WASHINGTON - President Obama and congressional leaders kicked off talks today on how they might avoid the looming fiscal cliff.
"My hope is this is going to be the beginning of a fruitful process where we'll be able to come to an agreement that reduces our deficit in a balanced way, that we will deal with some of these long-term impediments to growth, and we're also going to focusing on making sure that middle-class families can get ahead," Obama said.
Democrats and Republicans agree that taxes shouldn't go up on middle-class families, but the two sides remain at odds about whether to raise taxes for the wealthiest Americans.
The impasse is one of many hurdles the president and a divided Congress must resolve before the end of the year when all of the George W. Bush-era tax cuts expire and sweeping spending cuts begin. The combined effect of tax increases and spending cuts threaten to put the U.S. economy into recession if Washington can't resolve it.
Congressional leaders emerged from the meeting offering conciliatory messages and a united view that a deal can be reached. House Speaker John Boehner, R-Ohio, reiterated his pledge to put revenue on the table as long as individual rates do not rise, while Minority Leader Nancy Pelosi, D-Calif., said spending cuts will have to be part of a final deal.
"I believe that we can do this and avert the fiscal cliff that's right in front of us today," Boehner said, adding that any revenue must be accompanied by cuts to entitlement programs such as Medicare and Medicaid.
Pelosi said she hoped Congress and the president could agree to a number for long-term deficit reduction to work on next year before the Christmas holiday, while setting "milestones for success" in the short term to avoid heading over the cliff and to reassure Americans and Wall Street.
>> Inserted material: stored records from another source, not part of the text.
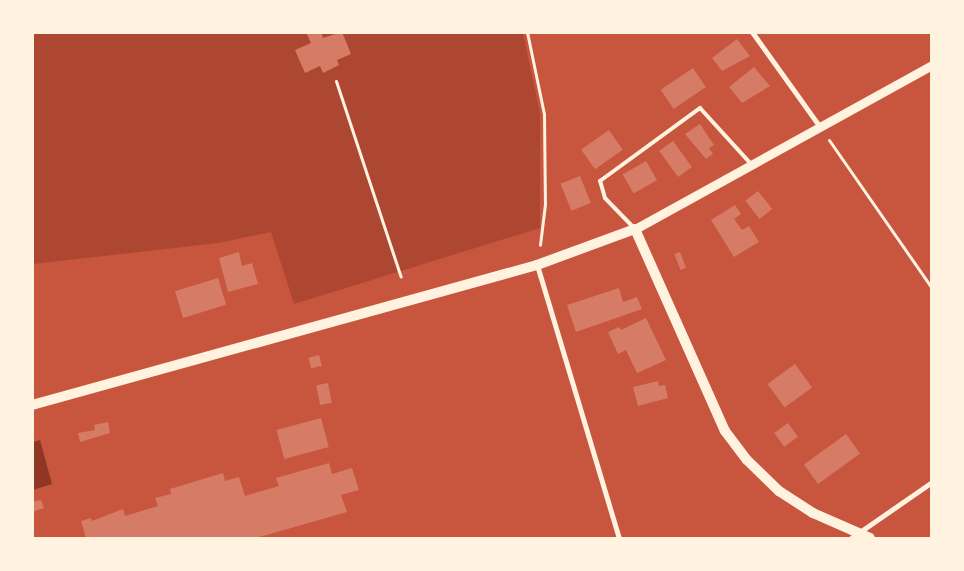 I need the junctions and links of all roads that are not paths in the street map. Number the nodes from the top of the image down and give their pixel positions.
1 (752, 32) edge
2 (932, 65) edge
3 (820, 128) junction
4 (753, 165) junction
5 (635, 229) junction
6 (538, 265) junction
7 (32, 405) edge
8 (932, 482) edge
9 (854, 536) edge
10 (619, 538) edge
11 (870, 538) edge

1 - 3 street
2 - 3 street
3 - 4 street
4 - 5 street
4 - 5 lane
5 - 6 main road
5 - 9 main road
6 - 7 main road
6 - 10 street
8 - 9 street
9 - 11 main road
"It has to be about cuts, it has to be about revenue, it has to be about growth, it has to be about the future," she said. "[The meeting] was good. I feel confident that a solution may be in sight."
Senate Majority Leader Harry Reid, D-Nev., said aides would continue talks through the Thanksgiving holiday next week when Congress is out of session. Leaders will meet with Obama again the following week.
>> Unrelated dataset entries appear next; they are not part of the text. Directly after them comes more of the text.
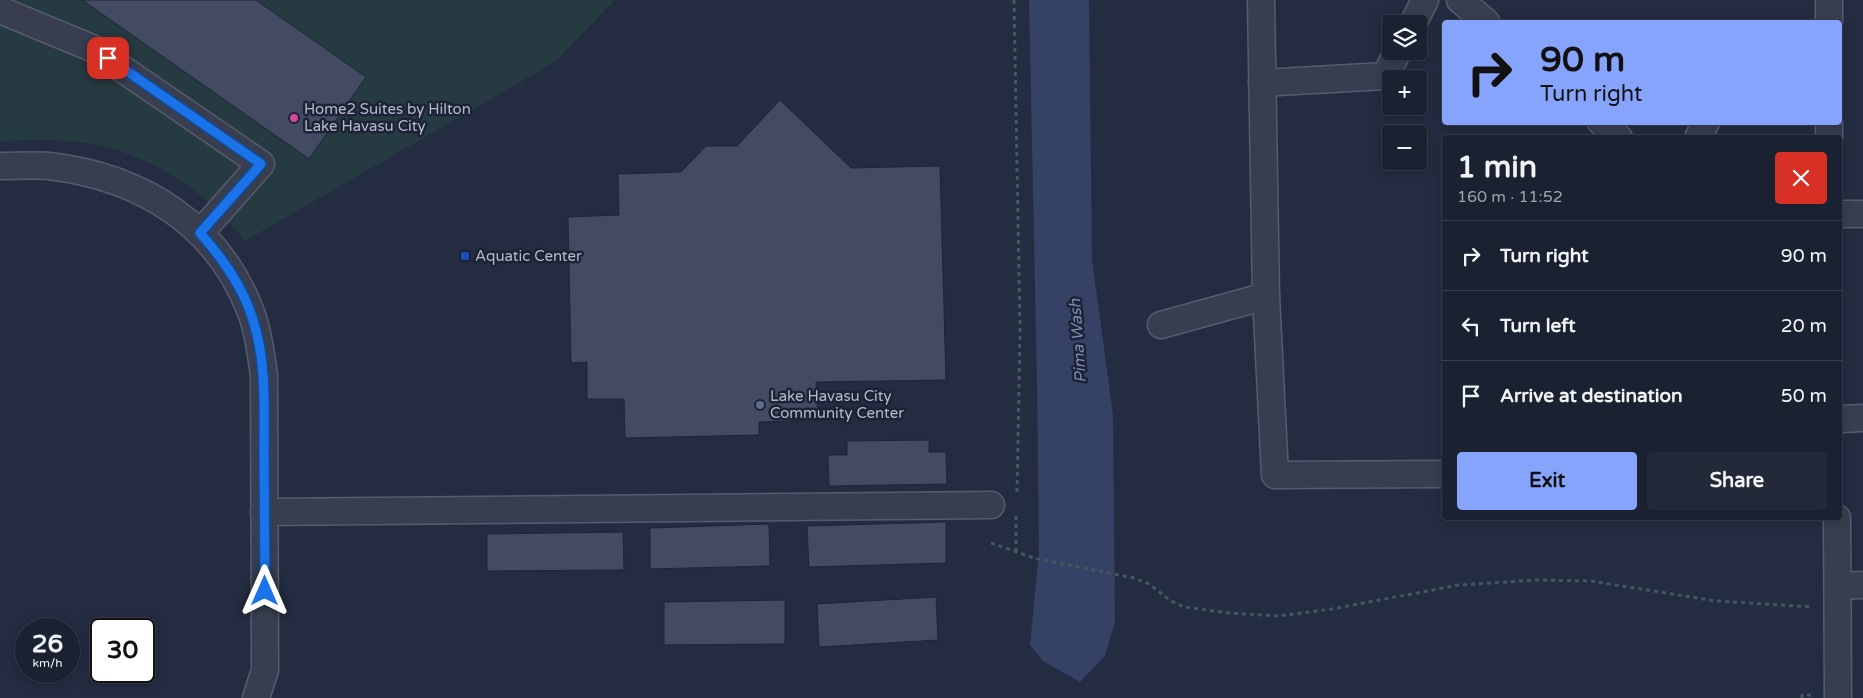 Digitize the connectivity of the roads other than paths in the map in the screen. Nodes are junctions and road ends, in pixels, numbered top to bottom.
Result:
1 (1261, 0) edge
2 (1425, 0) edge
3 (1460, 0) edge
4 (1829, 0) edge
5 (0, 10) edge
6 (1417, 15) edge
7 (1484, 20) edge
8 (1829, 20) edge
9 (1393, 60) edge
10 (1262, 83) junction
11 (1605, 125) edge
12 (1616, 135) edge
13 (0, 166) edge
14 (1842, 214) edge
15 (1863, 214) edge
16 (200, 233) junction
17 (1266, 296) junction
18 (1161, 325) dead end
19 (1863, 418) edge
20 (1842, 419) edge
21 (1442, 474) edge
22 (991, 505) dead end
23 (264, 512) junction
24 (1837, 520) edge
25 (1847, 593) edge
26 (266, 670) junction
27 (256, 698) edge
28 (276, 698) edge
29 (1838, 698) edge

1 - 10 street
2 - 6 street
3 - 7 street
4 - 8 street
5 - 16 street
9 - 10 street
10 - 17 street
11 - 12 street
13 - 16 street
14 - 15 street
16 - 23 street
17 - 18 street
17 - 21 street
19 - 20 street
22 - 23 street
23 - 26 street
24 - 25 street
25 - 29 street
26 - 27 street
26 - 28 street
"So our challenge is to make sure that we are able to cooperate together, work together, find some common ground, make some tough compromises, build some consensus to do the people's business," Obama said.
Minority Leader Mitch McConnell, R-Ky., said Republicans generally view spending as a bigger problem than revenue. "We fully understand that you can't save the country until you have entitlement programs that fit the changing demographics of America in the coming years," he said.
Retiring Senate Budget Committee Chairman Kent Conrad, D-N.D., told CNBC that a significant deal was not realistic unless taxes go up, at least on capital gains and dividends. "You have to have rate increases," he said. Conrad supports a long-term $5 trillion deficit reduction target.
Vice President Biden, Treasury Secretary Timothy Geithner, White House Chief of Staff Jack Lew and National Economic Council Director Gene Sperling also took part in the meeting.